After a small number of iterative improvements to the web scraping function, the dataset was scraped in four days in the week commencing 31/01/2022. This is the date at which data are accurate.


Figure 2: Non-exhaustive list of the data points scraped for each car listing. Not all data points persisted into the final model, but that wasn't to be known at this stage.


Data acquisition from autotrader.co.uk has been documented in greater detail in notebook 00_AutoTrader_scrape.

Data Cleaning and Feature Engineering

The AutoTrader dataset has been gathered from car listings which are posted by thousands of dealers across the UK. As such, the car listings can be a little variable in terms of content and quality. Full details on the data cleaning performed in this project are available in the 04_Data_Cleaning_and_EDA notebook, with some of the more interesting parts summarised below:

  • BHP data were standardised in terms of units. Some more recent cars were reported in units of PS - the German equivalent.

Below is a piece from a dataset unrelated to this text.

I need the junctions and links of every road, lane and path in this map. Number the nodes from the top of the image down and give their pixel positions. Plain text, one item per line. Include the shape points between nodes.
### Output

  • Dealer location and rating data were extracted from the associated dealer href.

  • Engine size was populated using RegEx - see figure 3 below. This was particularly problematic for electric vehicles as they don't have cylinders. in the engine and measure size in units of kilowatts instead of litres. An additional e_engine column was added to differentiate.

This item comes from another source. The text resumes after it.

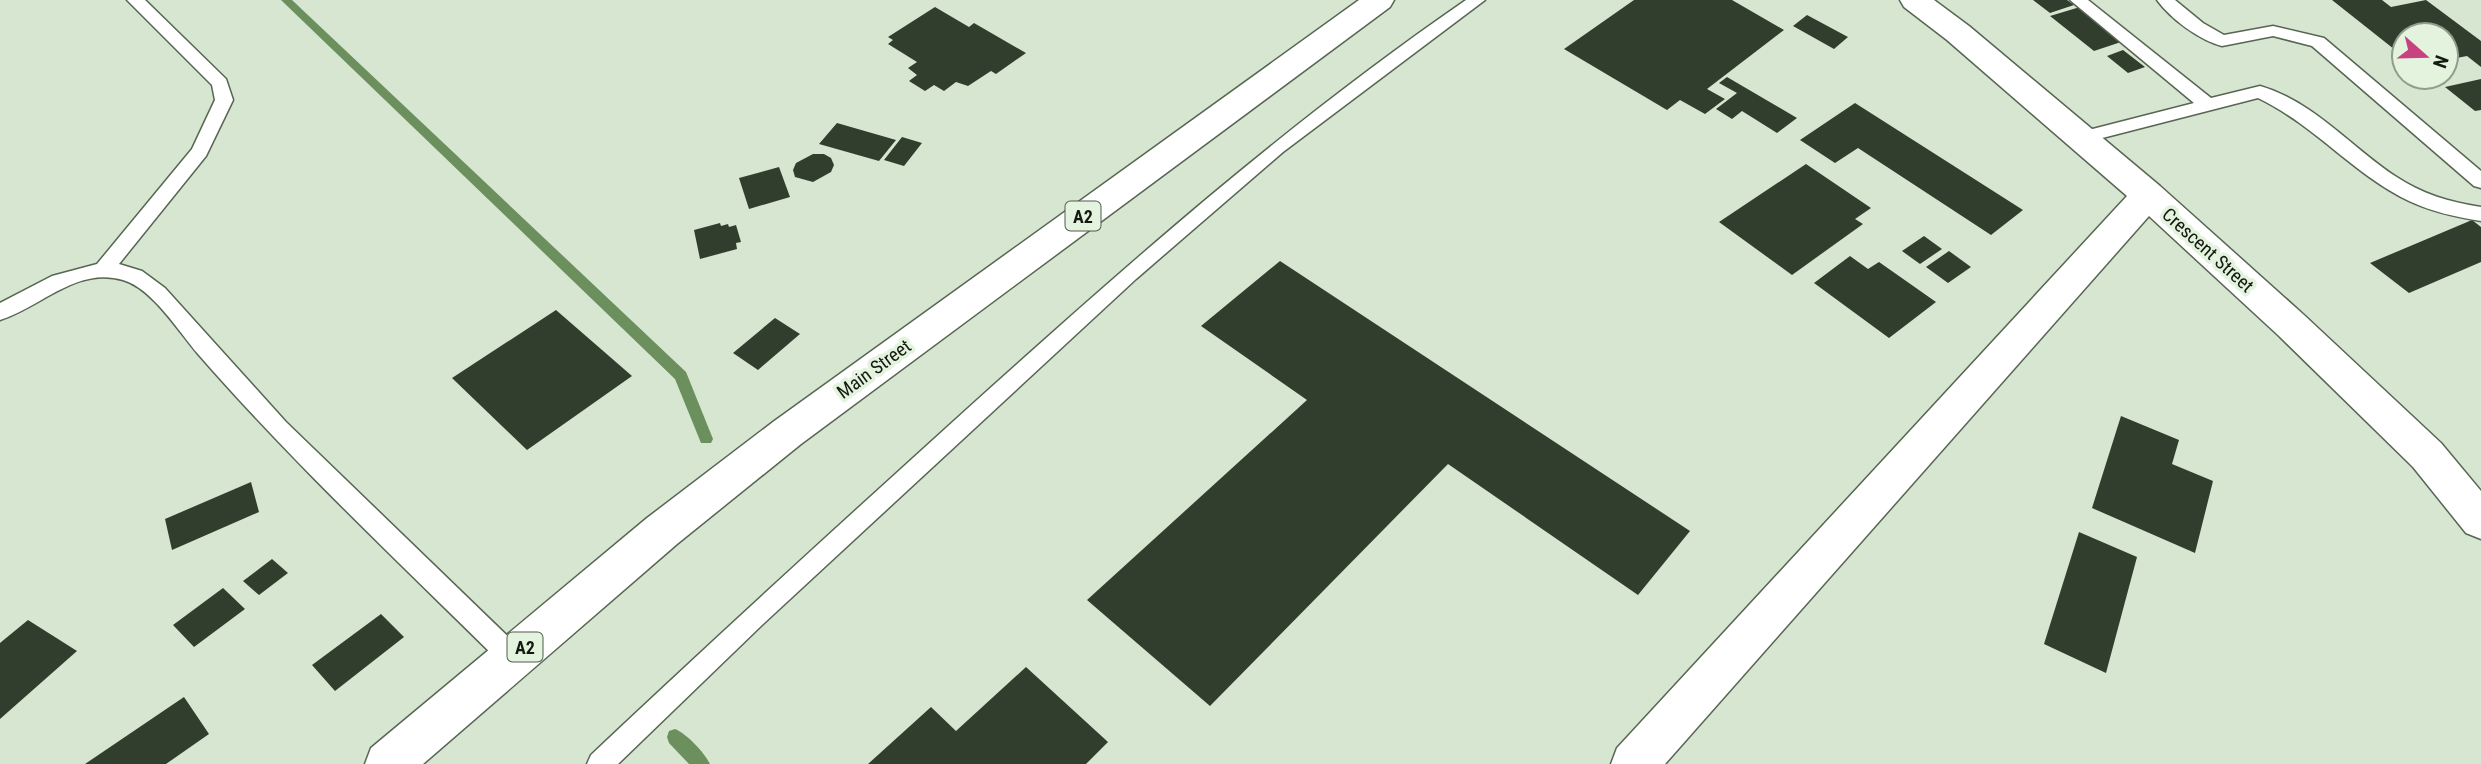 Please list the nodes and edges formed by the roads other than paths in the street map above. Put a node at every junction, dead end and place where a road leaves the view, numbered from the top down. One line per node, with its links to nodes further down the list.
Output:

  • Number of doors was populated and standardised using RegEx. Interestingly pickup trucks describe doors in a different way to all other cars.

  • Added a used/new flag to allow for simple filtering.

  • Utilised GeoPy with the Google Maps API to obtain dealer county information. This involved moving from dealer location, which was often a city or an area, to dealer latitude and longitude before reverting back to dealer county.

# Iterate over missing engine rows and use RegEx on name_subtitle to extract engine 
# size where possible. Note that electric engines are handled differently.

for index, car in ucars[ucars['engine'].isnull()].iterrows():
    car_subname = ucars.loc[index, 'name_subtitle']
    try:
        enginesize = re.findall('([0-9][.][0-9]+)',car_subname)[0]
    except: 
        enginesize = np.nan
    ucars.loc[index,'engine'] = float(enginesize)

Figure 3: Sample data cleaning codeblock using RegEx to extract missing engine size data.


With all data cleaning and feature engineering finished, there were 247 new and used cars in the dataset. 378,597 of these were used cars, which this project focuses on. A data dictionary file has been prepared to provide further detail.

Exploratory Data Analysis (EDA)

Although this is a used car project, data have been scraped and cleaned for both new and used cars. It was at this point, at the beginning of the EDA, that new cars were dropped to focus on used cars only.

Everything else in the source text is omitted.